DATA:
Segment Open
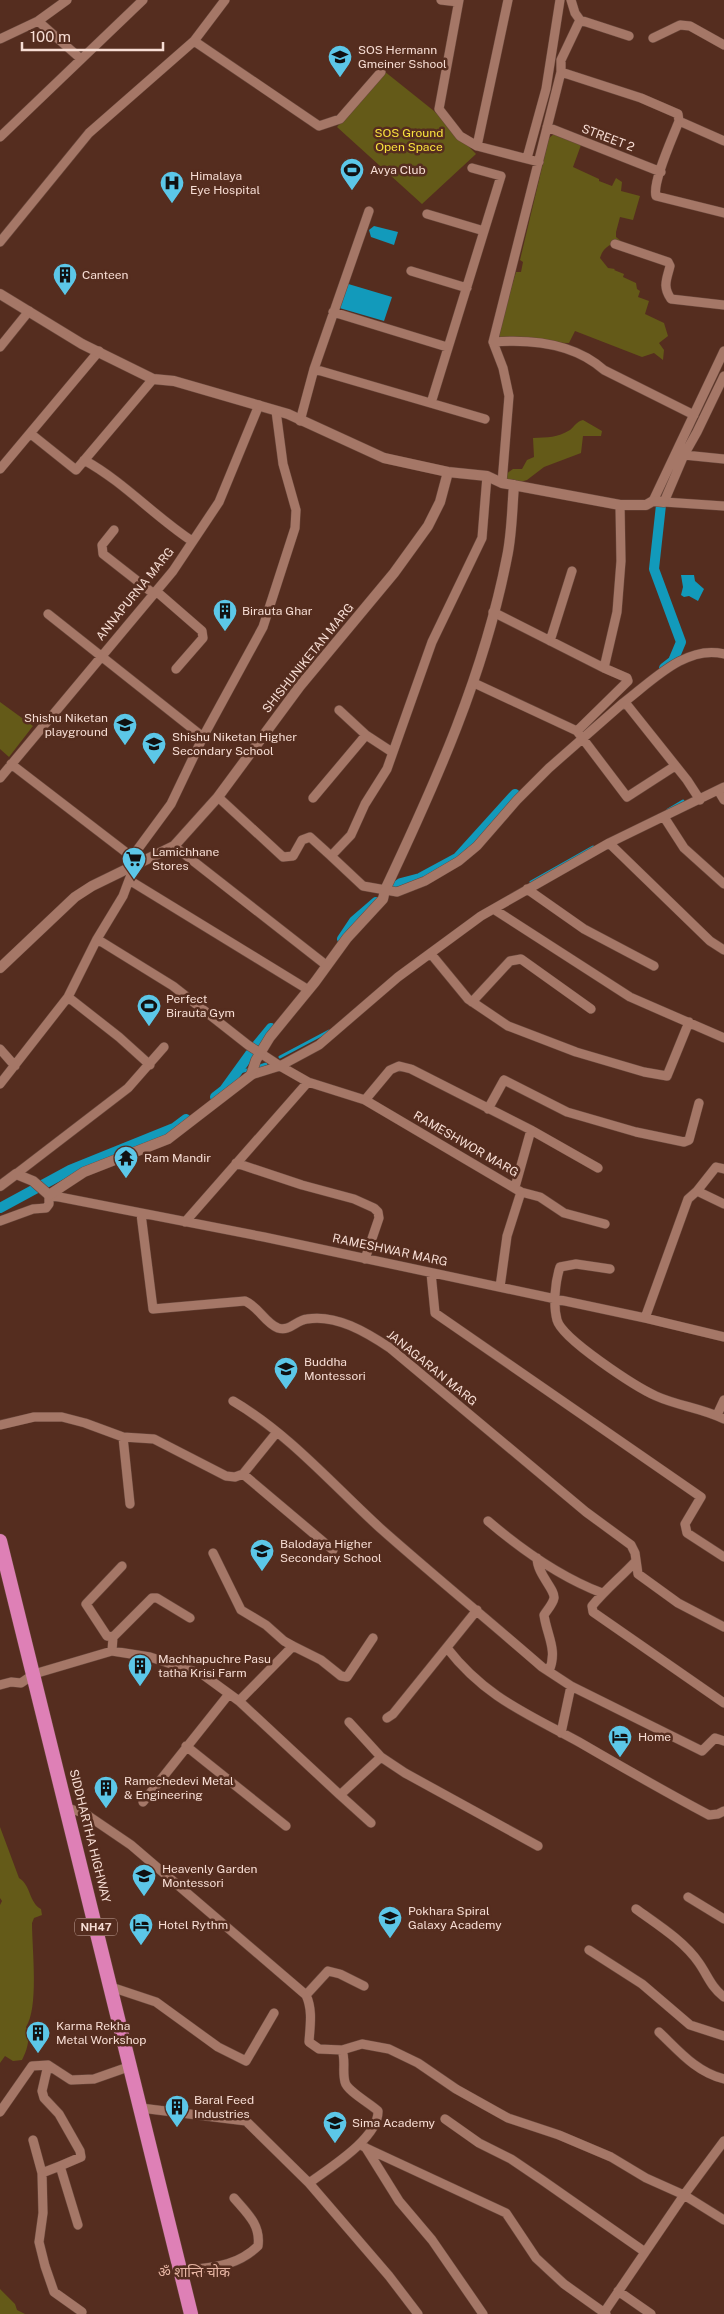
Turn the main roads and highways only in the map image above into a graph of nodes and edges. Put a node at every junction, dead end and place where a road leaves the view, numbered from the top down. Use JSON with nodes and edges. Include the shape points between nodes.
{"nodes":[{"id":1,"x":0,"y":1541,"type":"edge"},
{"id":2,"x":191,"y":2314,"type":"edge"}],
"edges":[{"from":1,"to":2,"type":"highway","name":"SIDDHARTHA HIGHWAY","number":"NH47"}]}
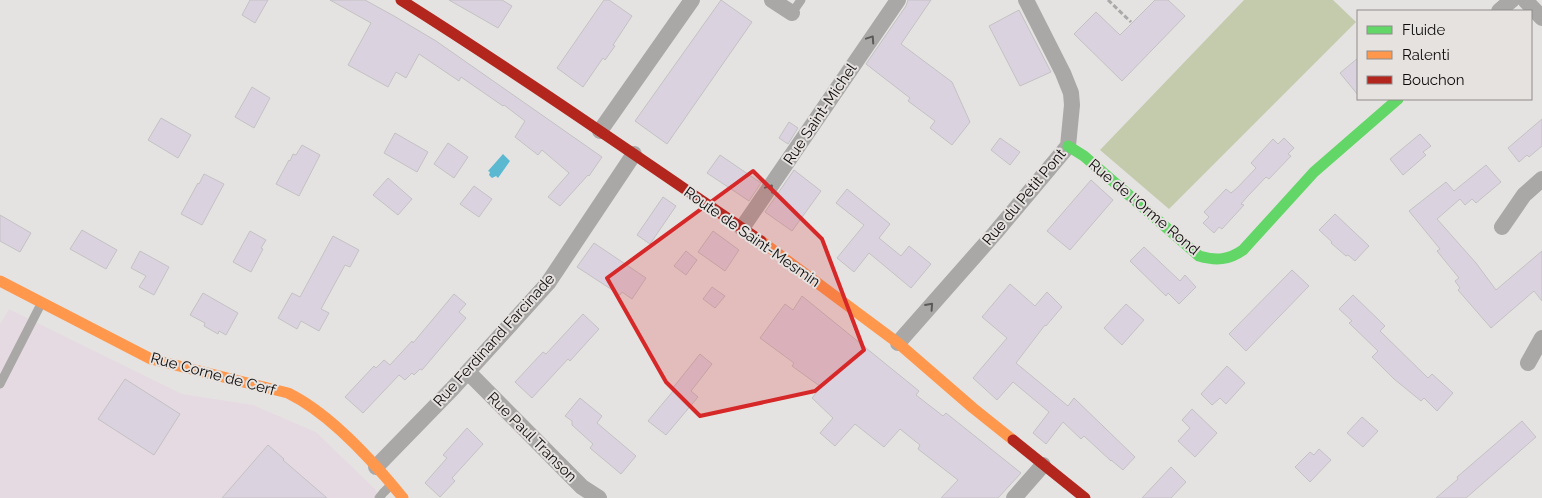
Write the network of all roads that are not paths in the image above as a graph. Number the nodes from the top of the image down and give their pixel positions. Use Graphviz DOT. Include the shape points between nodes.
graph roads {
  1 [pos="401,0"];
  2 [pos="692,0"];
  3 [pos="772,0"];
  4 [pos="898,0"];
  5 [pos="1026,0"];
  6 [pos="1512,0"];
  7 [pos="1524,0"];
  8 [pos="797,6"];
  9 [pos="1500,10"];
  10 [pos="1542,18"];
  11 [pos="1397,100"];
  12 [pos="600,131"];
  13 [pos="1068,146"];
  14 [pos="634,154"];
  15 [pos="1542,180"];
  16 [pos="1502,227"];
  17 [pos="742,228"];
  18 [pos="0,281"];
  19 [pos="42,303"];
  20 [pos="1542,338"];
  21 [pos="898,343"];
  22 [pos="1528,362"];
  23 [pos="468,372"];
  24 [pos="0,384"];
  25 [pos="1043,465"];
  26 [pos="376,467"];
  27 [pos="392,484"];
  28 [pos="379,498"];
  29 [pos="403,498"];
  30 [pos="599,498"];
  31 [pos="1014,498"];
  32 [pos="1085,498"];
  1 -- 12 [label="street, Route de Saint-Mesmin"];
  2 -- 12 [label="street"];
  3 -- 8 [label="street"];
  17 -- 4 [label="street, Rue Saint-Michel, one-way"];
  5 -- 13 [label="street, Rue du Petit Pont" via="1070,93"];
  6 -- 9 [label="street"];
  7 -- 10 [label="street"];
  11 -- 13 [label="street, Rue de l'Orme Rond" via="1314,172 1243,250 1222,261 1199,256 1084,156"];
  12 -- 14 [label="street, Route de Saint-Mesmin"];
  21 -- 13 [label="street, Rue du Petit Pont, one-way"];
  14 -- 17 [label="street, Route de Saint-Mesmin"];
  14 -- 23 [label="street, Rue Ferdinand Farcinade" via="548,283"];
  15 -- 16 [label="street" via="1524,195"];
  17 -- 21 [label="street, Route de Saint-Mesmin"];
  18 -- 19 [label="street, Rue Corne de Cerf"];
  19 -- 24 [label="lane"];
  19 -- 26 [label="street, Rue Corne de Cerf" via="151,359 304,400"];
  20 -- 22 [label="street"];
  21 -- 25 [label="street, Route de Saint-Mesmin"];
  23 -- 26 [label="street, Rue Ferdinand Farcinade"];
  23 -- 30 [label="street, Rue Paul Transon" via="582,487"];
  25 -- 31 [label="street"];
  25 -- 32 [label="street, Route de Saint-Mesmin"];
  26 -- 27 [label="street, Rue Corne de Cerf"];
  27 -- 28 [label="lane"];
  27 -- 29 [label="street, Rue Corne de Cerf"];
}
Segment Closed
PROBLEM REQUIREMENTS:
Output every line above exactly as it stands, and drop any picture.

ANSWER TO THE EXERCISE:
Turn the main roads and highways only in the map image above into a graph of nodes and edges. Put a node at every junction, dead end and place where a road leaves the view, numbered from the top down. Use JSON with nodes and edges. Include the shape points between nodes.
{"nodes":[{"id":1,"x":0,"y":1541,"type":"edge"},
{"id":2,"x":191,"y":2314,"type":"edge"}],
"edges":[{"from":1,"to":2,"type":"highway","name":"SIDDHARTHA HIGHWAY","number":"NH47"}]}
Write the network of all roads that are not paths in the image above as a graph. Number the nodes from the top of the image down and give their pixel positions. Use Graphviz DOT. Include the shape points between nodes.
graph roads {
  1 [pos="401,0"];
  2 [pos="692,0"];
  3 [pos="772,0"];
  4 [pos="898,0"];
  5 [pos="1026,0"];
  6 [pos="1512,0"];
  7 [pos="1524,0"];
  8 [pos="797,6"];
  9 [pos="1500,10"];
  10 [pos="1542,18"];
  11 [pos="1397,100"];
  12 [pos="600,131"];
  13 [pos="1068,146"];
  14 [pos="634,154"];
  15 [pos="1542,180"];
  16 [pos="1502,227"];
  17 [pos="742,228"];
  18 [pos="0,281"];
  19 [pos="42,303"];
  20 [pos="1542,338"];
  21 [pos="898,343"];
  22 [pos="1528,362"];
  23 [pos="468,372"];
  24 [pos="0,384"];
  25 [pos="1043,465"];
  26 [pos="376,467"];
  27 [pos="392,484"];
  28 [pos="379,498"];
  29 [pos="403,498"];
  30 [pos="599,498"];
  31 [pos="1014,498"];
  32 [pos="1085,498"];
  1 -- 12 [label="street, Route de Saint-Mesmin"];
  2 -- 12 [label="street"];
  3 -- 8 [label="street"];
  17 -- 4 [label="street, Rue Saint-Michel, one-way"];
  5 -- 13 [label="street, Rue du Petit Pont" via="1070,93"];
  6 -- 9 [label="street"];
  7 -- 10 [label="street"];
  11 -- 13 [label="street, Rue de l'Orme Rond" via="1314,172 1243,250 1222,261 1199,256 1084,156"];
  12 -- 14 [label="street, Route de Saint-Mesmin"];
  21 -- 13 [label="street, Rue du Petit Pont, one-way"];
  14 -- 17 [label="street, Route de Saint-Mesmin"];
  14 -- 23 [label="street, Rue Ferdinand Farcinade" via="548,283"];
  15 -- 16 [label="street" via="1524,195"];
  17 -- 21 [label="street, Route de Saint-Mesmin"];
  18 -- 19 [label="street, Rue Corne de Cerf"];
  19 -- 24 [label="lane"];
  19 -- 26 [label="street, Rue Corne de Cerf" via="151,359 304,400"];
  20 -- 22 [label="street"];
  21 -- 25 [label="street, Route de Saint-Mesmin"];
  23 -- 26 [label="street, Rue Ferdinand Farcinade"];
  23 -- 30 [label="street, Rue Paul Transon" via="582,487"];
  25 -- 31 [label="street"];
  25 -- 32 [label="street, Route de Saint-Mesmin"];
  26 -- 27 [label="street, Rue Corne de Cerf"];
  27 -- 28 [label="lane"];
  27 -- 29 [label="street, Rue Corne de Cerf"];
}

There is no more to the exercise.